WHAT IS BEING ASKED: Please tally how many lines of the material below include the word "проезд", giving only the number.
________________
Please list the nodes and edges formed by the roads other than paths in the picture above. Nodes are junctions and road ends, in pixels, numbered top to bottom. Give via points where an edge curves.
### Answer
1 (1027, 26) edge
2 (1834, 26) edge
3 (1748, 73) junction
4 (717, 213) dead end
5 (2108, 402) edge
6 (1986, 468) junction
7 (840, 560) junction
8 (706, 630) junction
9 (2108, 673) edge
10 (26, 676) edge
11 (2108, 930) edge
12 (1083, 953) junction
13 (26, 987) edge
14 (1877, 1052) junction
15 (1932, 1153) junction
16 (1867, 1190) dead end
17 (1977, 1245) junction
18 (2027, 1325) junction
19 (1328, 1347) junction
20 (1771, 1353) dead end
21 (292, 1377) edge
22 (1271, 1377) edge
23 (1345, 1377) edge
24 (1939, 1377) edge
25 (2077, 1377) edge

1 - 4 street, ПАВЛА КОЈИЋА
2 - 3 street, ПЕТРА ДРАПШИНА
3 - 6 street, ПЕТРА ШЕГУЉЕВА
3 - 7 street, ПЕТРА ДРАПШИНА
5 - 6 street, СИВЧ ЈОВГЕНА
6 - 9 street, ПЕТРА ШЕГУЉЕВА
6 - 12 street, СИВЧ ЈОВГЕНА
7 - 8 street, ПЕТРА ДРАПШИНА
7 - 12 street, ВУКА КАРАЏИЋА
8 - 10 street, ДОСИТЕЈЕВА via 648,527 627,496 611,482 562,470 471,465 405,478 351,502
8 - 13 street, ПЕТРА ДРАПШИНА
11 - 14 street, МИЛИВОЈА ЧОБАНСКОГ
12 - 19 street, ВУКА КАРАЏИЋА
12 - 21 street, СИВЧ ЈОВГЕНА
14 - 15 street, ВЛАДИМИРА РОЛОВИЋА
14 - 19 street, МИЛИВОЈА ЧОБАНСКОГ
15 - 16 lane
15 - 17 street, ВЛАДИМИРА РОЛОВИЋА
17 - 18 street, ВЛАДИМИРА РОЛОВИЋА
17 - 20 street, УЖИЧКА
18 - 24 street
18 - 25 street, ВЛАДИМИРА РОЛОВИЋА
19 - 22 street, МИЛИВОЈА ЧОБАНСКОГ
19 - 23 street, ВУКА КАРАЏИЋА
________________
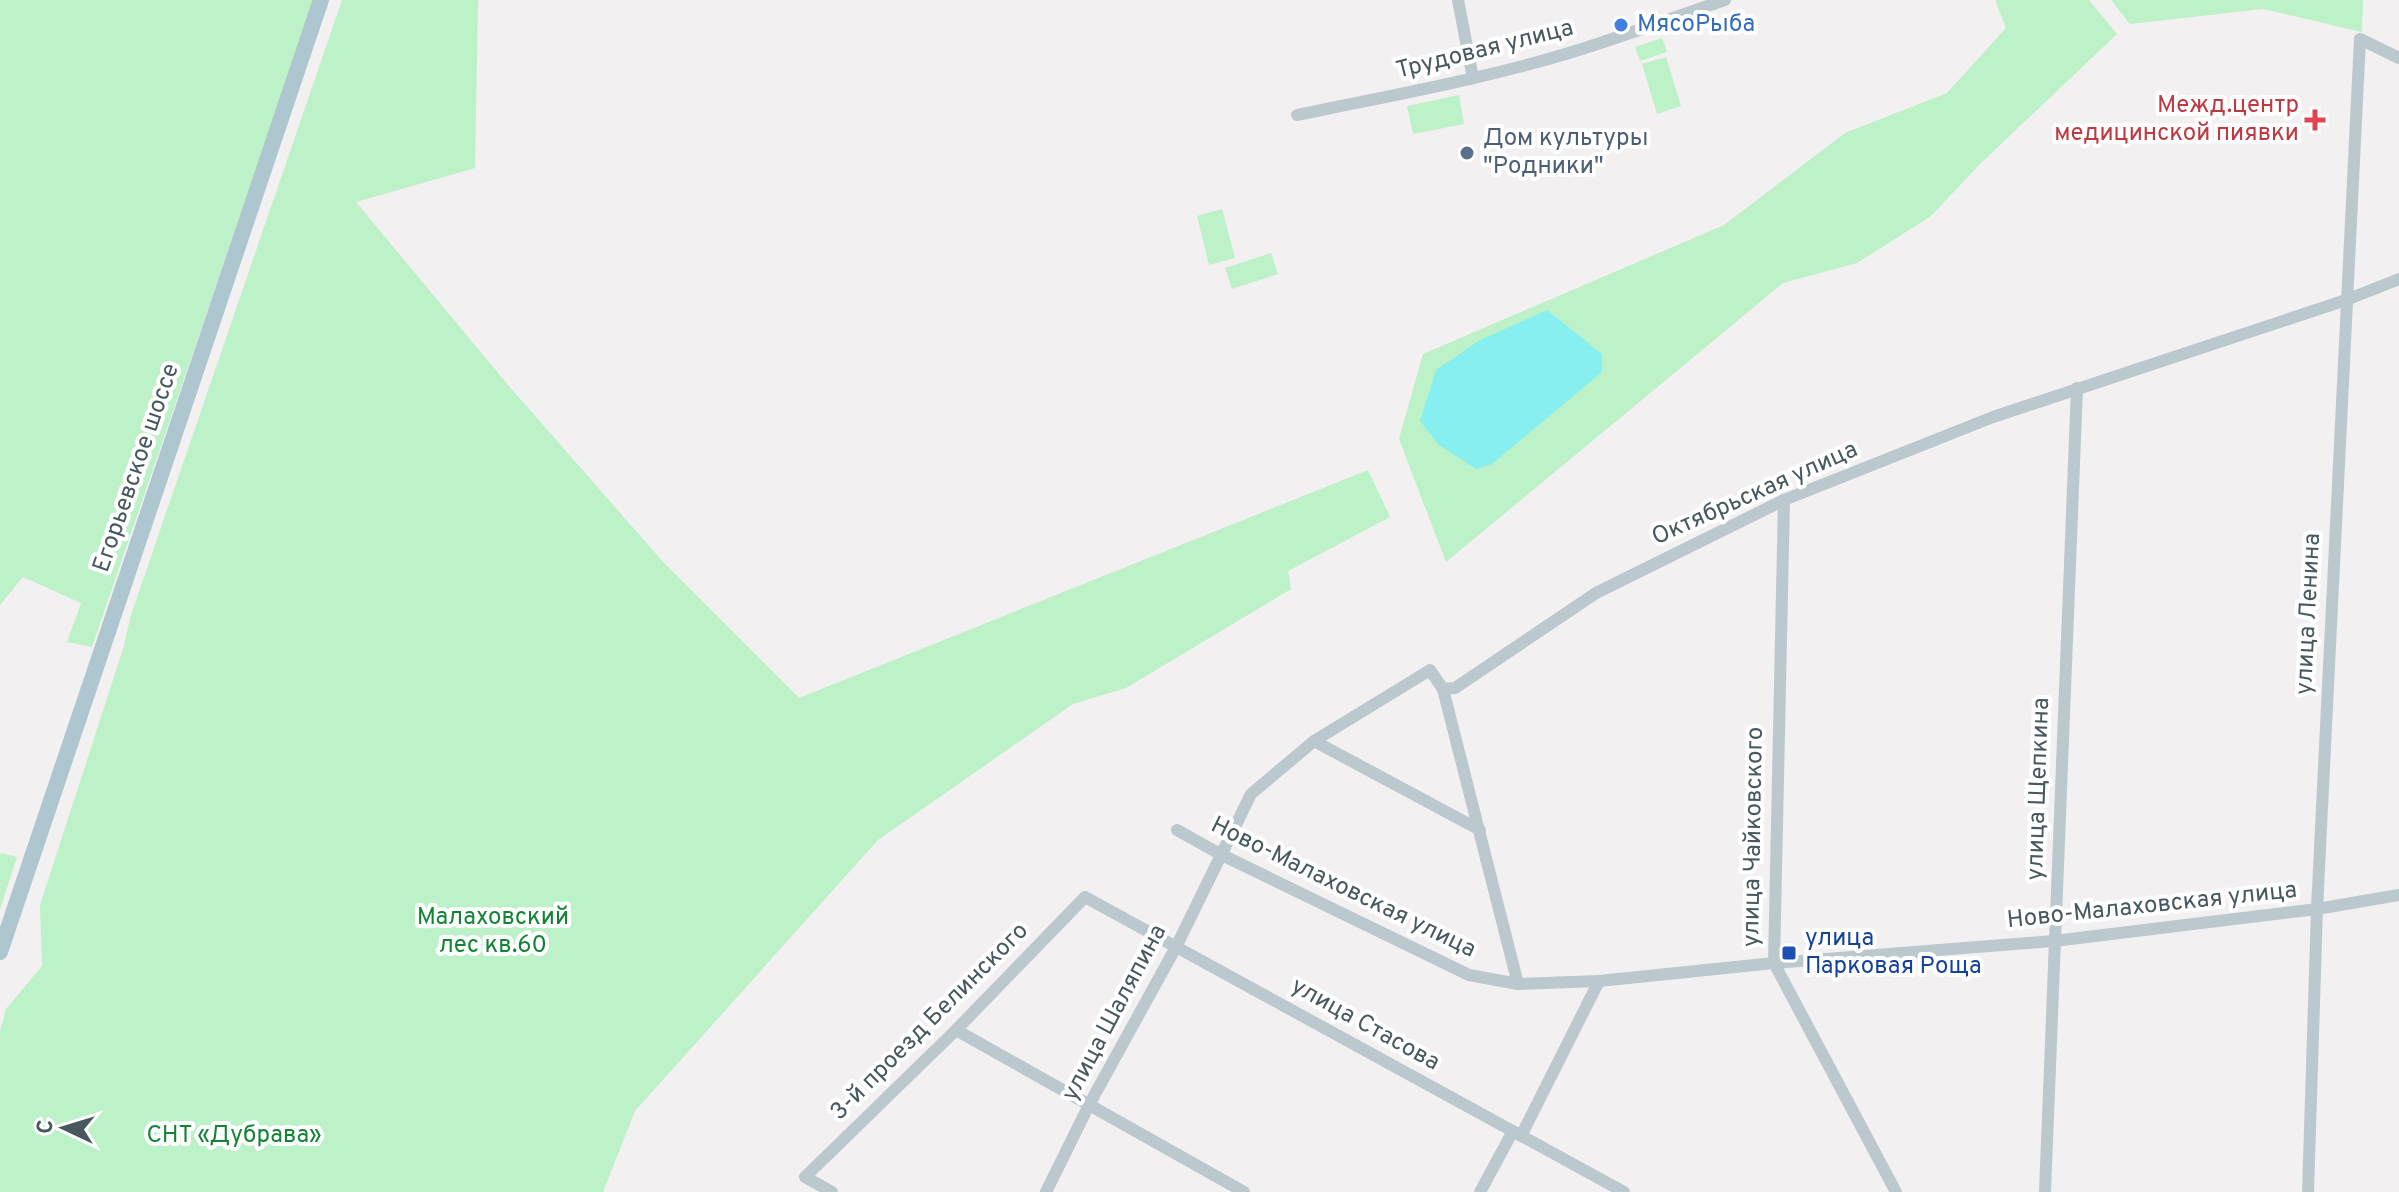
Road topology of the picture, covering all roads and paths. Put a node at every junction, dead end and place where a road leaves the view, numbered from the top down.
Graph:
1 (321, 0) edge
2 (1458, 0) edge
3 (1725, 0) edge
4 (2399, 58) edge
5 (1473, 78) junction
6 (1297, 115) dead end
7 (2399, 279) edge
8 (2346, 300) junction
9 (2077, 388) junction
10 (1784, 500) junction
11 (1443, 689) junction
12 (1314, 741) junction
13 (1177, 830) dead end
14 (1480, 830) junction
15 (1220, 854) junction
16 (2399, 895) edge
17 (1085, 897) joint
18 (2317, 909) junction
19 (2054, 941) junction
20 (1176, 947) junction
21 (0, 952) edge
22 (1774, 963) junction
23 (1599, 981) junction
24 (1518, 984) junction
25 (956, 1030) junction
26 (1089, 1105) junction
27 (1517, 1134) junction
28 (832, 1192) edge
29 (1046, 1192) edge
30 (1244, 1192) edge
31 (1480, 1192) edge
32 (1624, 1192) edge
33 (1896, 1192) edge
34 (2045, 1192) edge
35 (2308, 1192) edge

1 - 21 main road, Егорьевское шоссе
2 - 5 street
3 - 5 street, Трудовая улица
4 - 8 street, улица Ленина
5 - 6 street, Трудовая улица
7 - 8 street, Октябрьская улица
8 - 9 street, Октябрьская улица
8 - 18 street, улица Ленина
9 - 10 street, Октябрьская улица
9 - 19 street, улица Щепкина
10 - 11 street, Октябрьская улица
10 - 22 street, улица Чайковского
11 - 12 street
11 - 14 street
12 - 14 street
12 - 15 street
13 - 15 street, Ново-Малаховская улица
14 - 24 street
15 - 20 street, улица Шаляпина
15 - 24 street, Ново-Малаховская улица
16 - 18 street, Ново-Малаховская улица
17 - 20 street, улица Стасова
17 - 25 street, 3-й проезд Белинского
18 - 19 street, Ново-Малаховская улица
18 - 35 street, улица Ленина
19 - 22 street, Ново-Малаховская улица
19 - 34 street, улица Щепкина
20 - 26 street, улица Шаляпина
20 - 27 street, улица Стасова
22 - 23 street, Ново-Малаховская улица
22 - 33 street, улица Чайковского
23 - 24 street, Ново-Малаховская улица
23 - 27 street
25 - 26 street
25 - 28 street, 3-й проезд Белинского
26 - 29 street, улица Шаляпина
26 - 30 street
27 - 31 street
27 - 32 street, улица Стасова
________________
OUTPUT OF THE EXERCISE: 2